JDK-8334594 : Generational ZGC: Deadlock after OopMap rewrites in 8331572
  • Type: Bug
  • Component: hotspot
  • Sub-Component: gc
  • Affected Version: 21,23
  • Priority: P2
  • Status: Resolved
  • Resolution: Fixed
  • Submitted: 2024-06-20
  • Updated: 2024-08-09
  • Resolved: 2024-06-24
The Version table provides details related to the release that this issue/RFE will be addressed.

Unresolved : Release in which this issue/RFE will be addressed.
Resolved: Release in which this issue/RFE has been resolved.
Fixed : Release in which this issue/RFE has been fixed.

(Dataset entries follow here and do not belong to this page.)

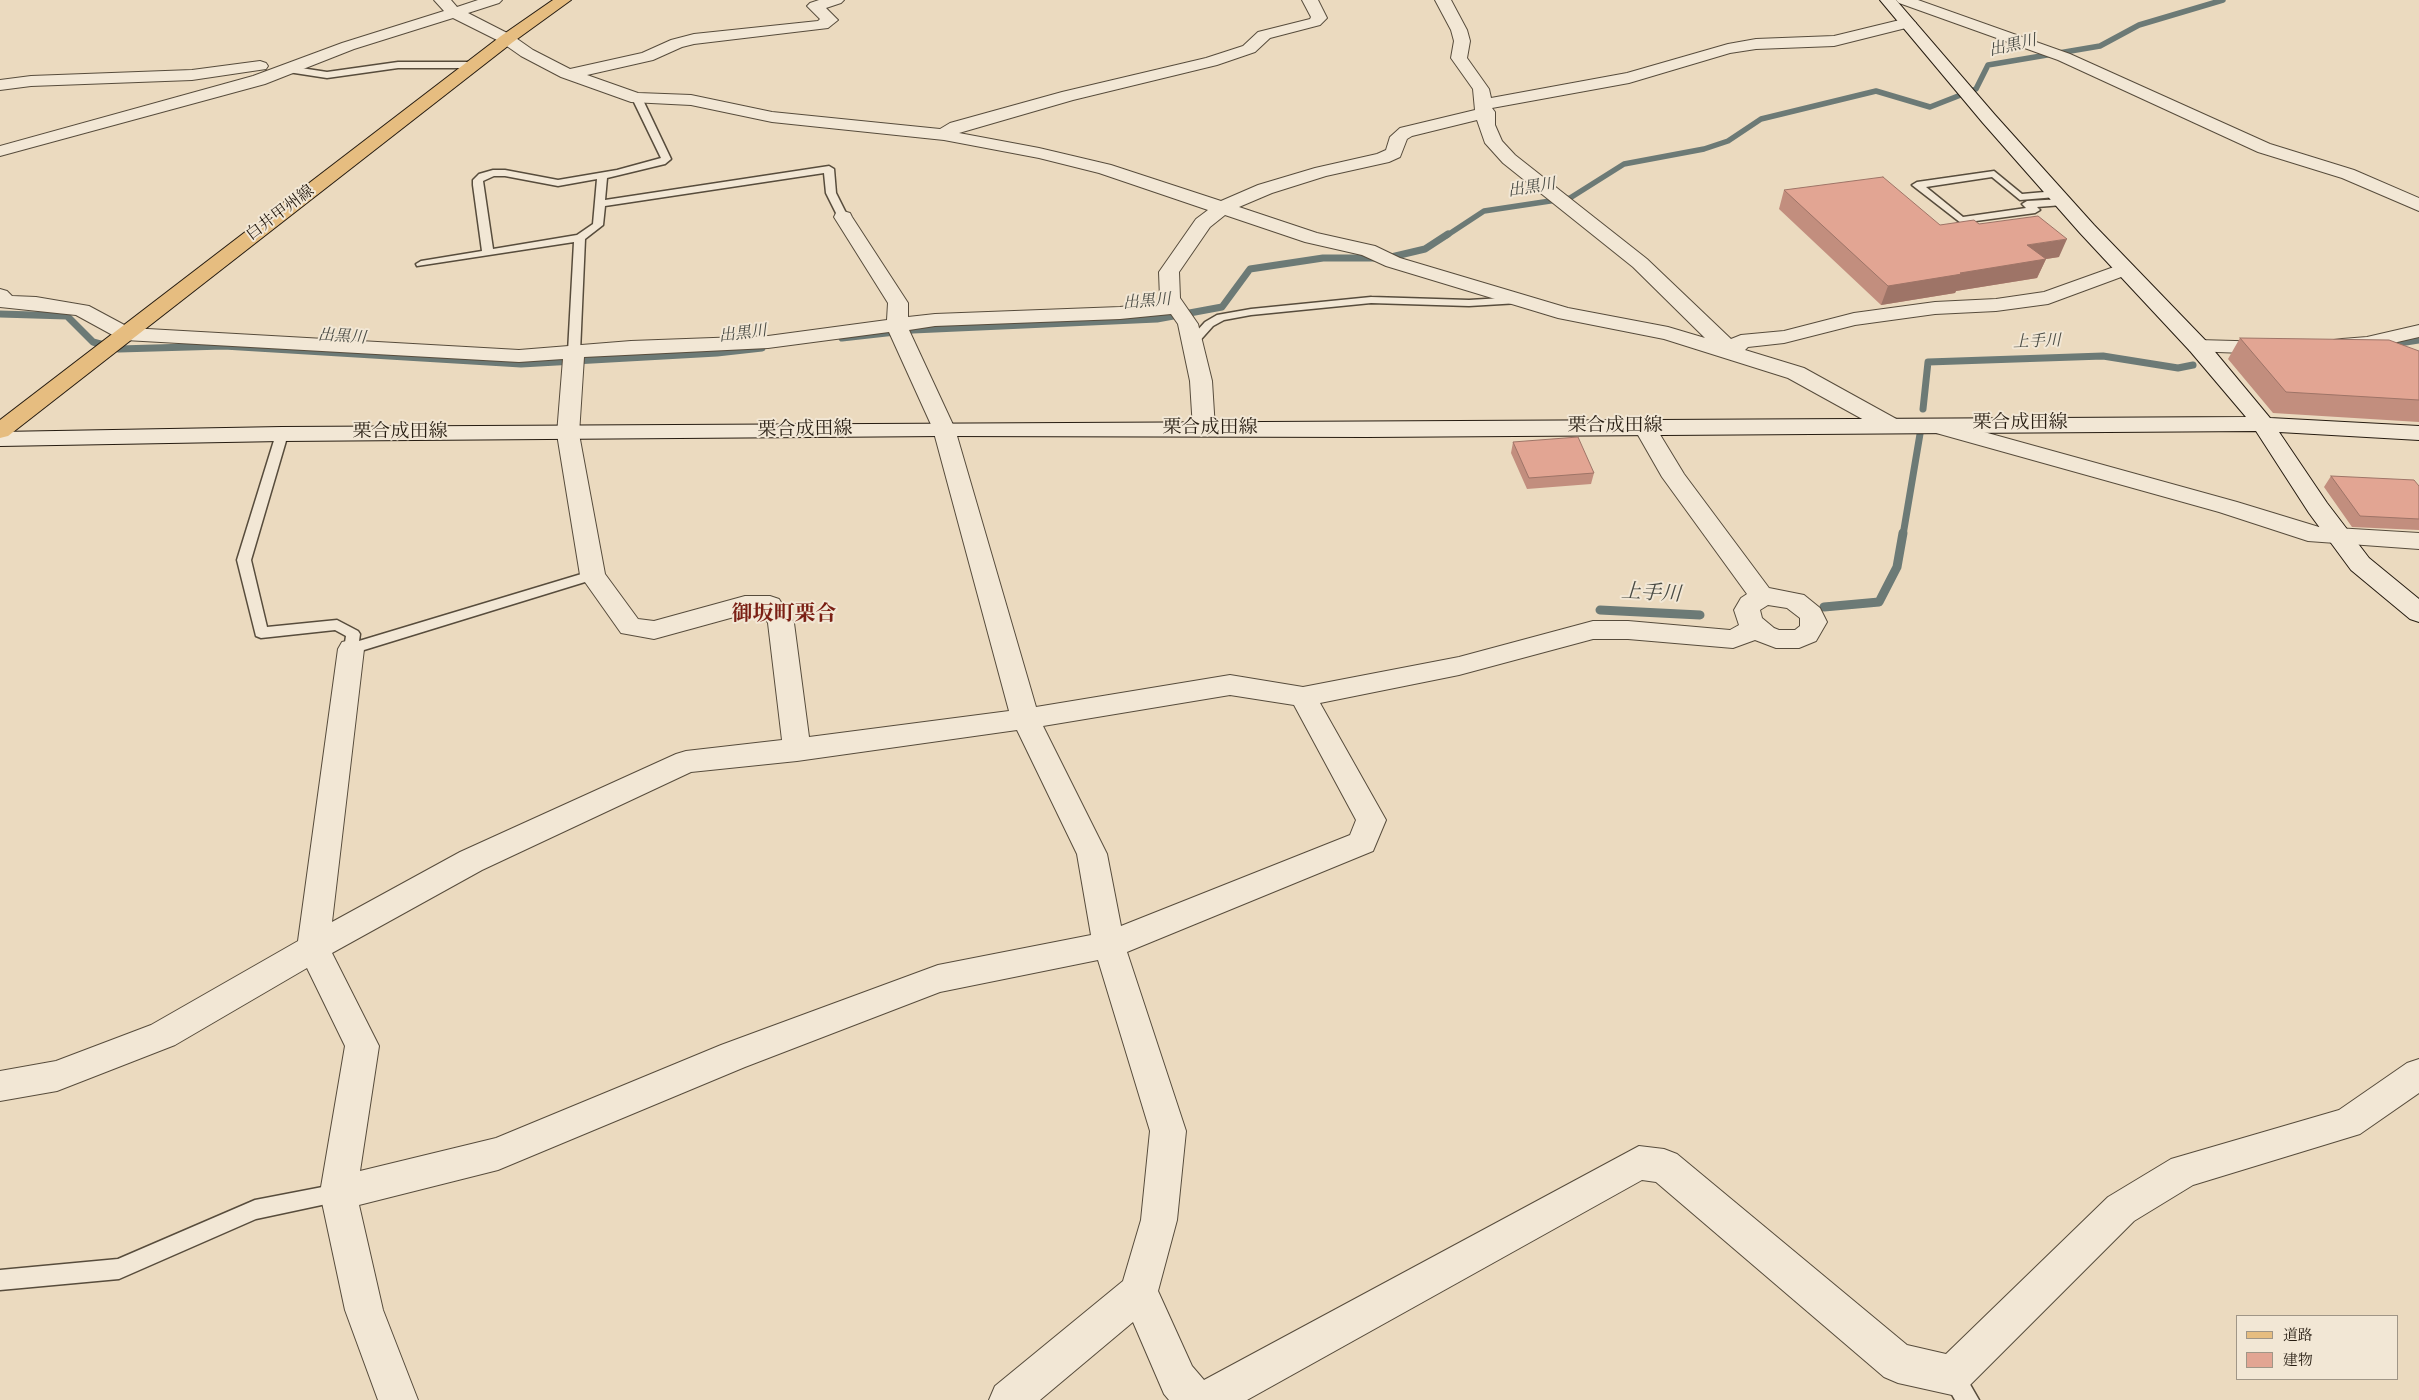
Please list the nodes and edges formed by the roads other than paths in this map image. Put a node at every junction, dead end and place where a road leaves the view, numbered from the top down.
1 (442, 0) edge
2 (494, 0) edge
3 (563, 0) edge
4 (836, 0) edge
5 (1310, 0) edge
6 (1443, 0) edge
7 (1888, 0) edge
8 (1904, 0) edge
9 (455, 13) junction
10 (1908, 23) junction
11 (507, 39) junction
12 (313, 58) junction
13 (474, 65) junction
14 (288, 69) junction
15 (567, 74) junction
16 (0, 86) edge
17 (636, 98) junction
18 (1485, 108) junction
19 (944, 135) junction
20 (0, 151) edge
21 (602, 176) junction
22 (2060, 198) junction
23 (600, 204) junction
24 (2419, 205) edge
25 (1222, 208) junction
26 (843, 217) joint
27 (580, 238) junction
28 (488, 252) junction
29 (421, 264) dead end
30 (2125, 269) junction
31 (0, 295) edge
32 (1519, 300) junction
33 (1185, 324) junction
34 (899, 331) junction
35 (2419, 331) edge
36 (122, 336) junction
37 (2198, 346) junction
38 (2320, 347) edge
39 (2292, 348) edge
40 (1732, 353) junction
41 (574, 361) junction
42 (2263, 424) junction
43 (1892, 426) junction
44 (1937, 426) junction
45 (1645, 428) junction
46 (944, 429) junction
47 (1204, 429) junction
48 (0, 431) edge
49 (2419, 433) edge
50 (282, 434) junction
51 (568, 434) junction
52 (0, 439) edge
53 (2338, 537) junction
54 (2419, 541) edge
55 (593, 575) junction
56 (1762, 597) junction
57 (2419, 613) edge
58 (1756, 628) junction
59 (351, 649) junction
60 (1304, 697) junction
61 (1025, 719) junction
62 (797, 750) junction
63 (1109, 945) junction
64 (314, 948) junction
65 (2419, 1074) edge
66 (0, 1086) edge
67 (338, 1194) junction
68 (0, 1280) edge
69 (1139, 1292) junction
70 (1960, 1388) edge
71 (398, 1400) edge
72 (1010, 1400) edge
73 (1195, 1400) edge
74 (1208, 1400) edge

1 - 9 street
2 - 9 street
3 - 11 main road, 白井甲州線
4 - 15 street
5 - 19 street
6 - 18 street
7 - 10 street
8 - 24 street
9 - 11 street
9 - 12 street
10 - 18 street
10 - 22 street
11 - 13 main road, 白井甲州線
11 - 15 street
12 - 14 street
12 - 16 street
13 - 14 lane
13 - 36 main road, 白井甲州線
14 - 20 street
15 - 17 street
17 - 19 street
17 - 21 lane
18 - 25 street
18 - 40 street
19 - 25 street
21 - 23 lane
21 - 28 lane
22 - 22 lane
22 - 30 street
23 - 26 lane
23 - 27 lane
25 - 32 street
25 - 33 street
26 - 34 street
27 - 28 lane
27 - 41 lane
28 - 29 lane
30 - 37 street
30 - 40 street
31 - 36 street
32 - 33 lane
32 - 40 street
33 - 34 street
33 - 47 street
34 - 41 street
34 - 46 street
35 - 38 street
36 - 41 street
36 - 48 main road, 白井甲州線
37 - 39 street
37 - 42 street
40 - 43 street
41 - 51 street
42 - 44 street, 栗合成田線
42 - 49 street, 栗合成田線
42 - 53 street
43 - 44 street, 栗合成田線
43 - 45 street, 栗合成田線
44 - 53 street
45 - 47 street, 栗合成田線
45 - 56 street
46 - 47 street, 栗合成田線
46 - 51 street, 栗合成田線
46 - 61 street
50 - 51 street, 栗合成田線
50 - 52 street, 栗合成田線
50 - 59 lane
51 - 55 street
53 - 54 street
53 - 57 street
55 - 59 lane
55 - 62 street
56 - 58 street
56 - 58 street
58 - 60 street
59 - 64 street
60 - 61 street
60 - 63 street
61 - 62 street
61 - 63 street
62 - 64 street
63 - 67 street
63 - 69 street
64 - 66 street
64 - 67 street
65 - 70 street
67 - 68 lane
67 - 71 street
69 - 72 street
69 - 73 street
70 - 74 street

The release containing this fix may be available for download as an Early Access Release or a General Availability Release.

To download the current JDK release, click here.
JDK 23 JDK 24
23Fixed 24 b04Fixed
Related Reports
Relates :  
Description
In one of our internal tests we have found this deadlock:

0) Various threads are waiting for the GC to hand out freed memory.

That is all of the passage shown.